First, some terminology. Wikipedia is just one example of a “wiki,” which is the generic term for a website that is edited collaboratively by many users. Wikipedia was started in 2001, and since then it has grown to tens of millions of encyclopedia articles across nearly 300 languages.
Teachers and professors have valid reasons for doubting the reliability of a website that can be edited by anyone, anywhere, without approval. You don’t even need to create an account to edit. But there’s a reason why Wikipedia is one of the top-visited sites in the world, not a pit of absurd, completely made-up information. There are many protective measures in place. A juvenile insertion of a vulgar remark about a disliked celebrity, for example, will be reverted instantly by a specialized computer program. Even a more clever vandal is vastly outnumbered by well-intentioned editors cleaning up and ensuring the accuracy of the encyclopedia. Even still, I realize that the chance of an inaccuracy is not one that’s worth taking when it comes to a major research paper.

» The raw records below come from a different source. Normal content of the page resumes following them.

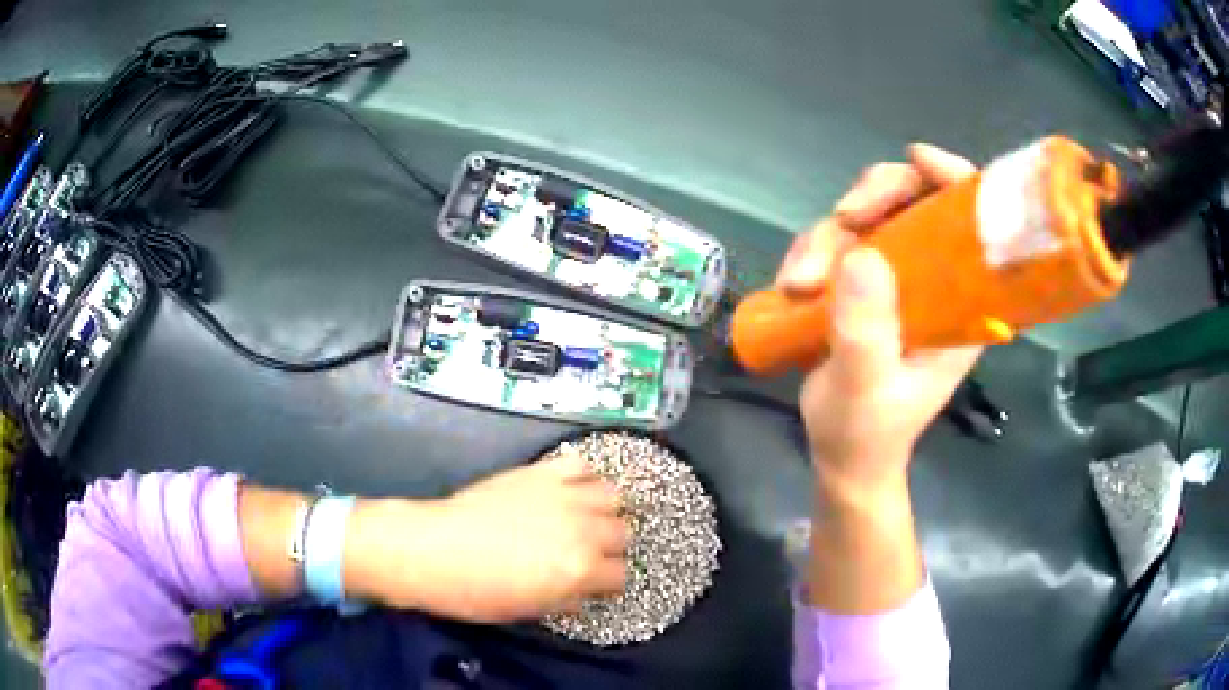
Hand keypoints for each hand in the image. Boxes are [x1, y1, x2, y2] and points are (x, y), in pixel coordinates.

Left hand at [348, 451, 627, 622]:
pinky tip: (569, 490)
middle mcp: (583, 530)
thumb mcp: (529, 610)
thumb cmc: (477, 592)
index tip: (595, 584)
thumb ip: (567, 600)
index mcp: (581, 570)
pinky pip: (580, 465)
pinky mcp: (541, 473)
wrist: (434, 550)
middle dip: (609, 546)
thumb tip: (581, 592)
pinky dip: (582, 476)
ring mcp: (564, 497)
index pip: (621, 575)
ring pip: (612, 495)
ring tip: (583, 519)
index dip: (608, 582)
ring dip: (603, 510)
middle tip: (586, 552)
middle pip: (622, 533)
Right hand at [776, 143, 982, 497]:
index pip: (971, 220)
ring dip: (826, 237)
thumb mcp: (867, 388)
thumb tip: (861, 251)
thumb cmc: (868, 432)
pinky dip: (809, 252)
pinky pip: (834, 241)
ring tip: (798, 284)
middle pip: (913, 199)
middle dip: (873, 198)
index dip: (952, 178)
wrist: (842, 455)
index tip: (918, 161)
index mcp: (962, 301)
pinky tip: (792, 285)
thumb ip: (867, 330)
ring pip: (865, 217)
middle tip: (843, 218)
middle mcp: (934, 278)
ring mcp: (895, 277)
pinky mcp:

But the goal of Wikipedia is not to be the only stop for your research. In fact, one of Wikipedia’s core policies is that everything in an article must be able to be verified by a reliable source. Furthermore, any fact that can be challenged has to be backed up by an inline citation. You may have seen those superscripted numbers in square brackets but never clicked on them.
There lies the true beauty of Wikipedia. Those citations take you to a reference to a book, news article, journal, etc., frequently online, where you can continue your research and independently verify what you read.
For many of Wikipedia’s articles, that page is arguably the most current, comprehensive treatment of that subject that is freely available anywhere online. And the reason why Wikipedia is widely distrusted is also the reason why it is so exhaustive and up-to-date. You don’t have to be an expert in the field or slog through a lengthy review process to add a fact or fix a mistake. The job of a Wikipedia editor is to synthesize the literature of many different experts, and it’s easier than you might think. I’ve been active on Wikipedia for over six years and written dozens of articles in my spare time. I learned how to be a better researcher and writer through this.
To be clear, I am by no means advocating for blind acceptance of everything you read on Wikipedia, and certainly not for plagiarizing the site. Take Wikipedia with a grain of salt, but don’t ignore it entirely. Be a critical reader, and use the references. If you find a mistake and fix it. Congratulations — you’ve just made the Internet a better place.
The views expressed in this column are those of the author and not necessarily those of The Observer.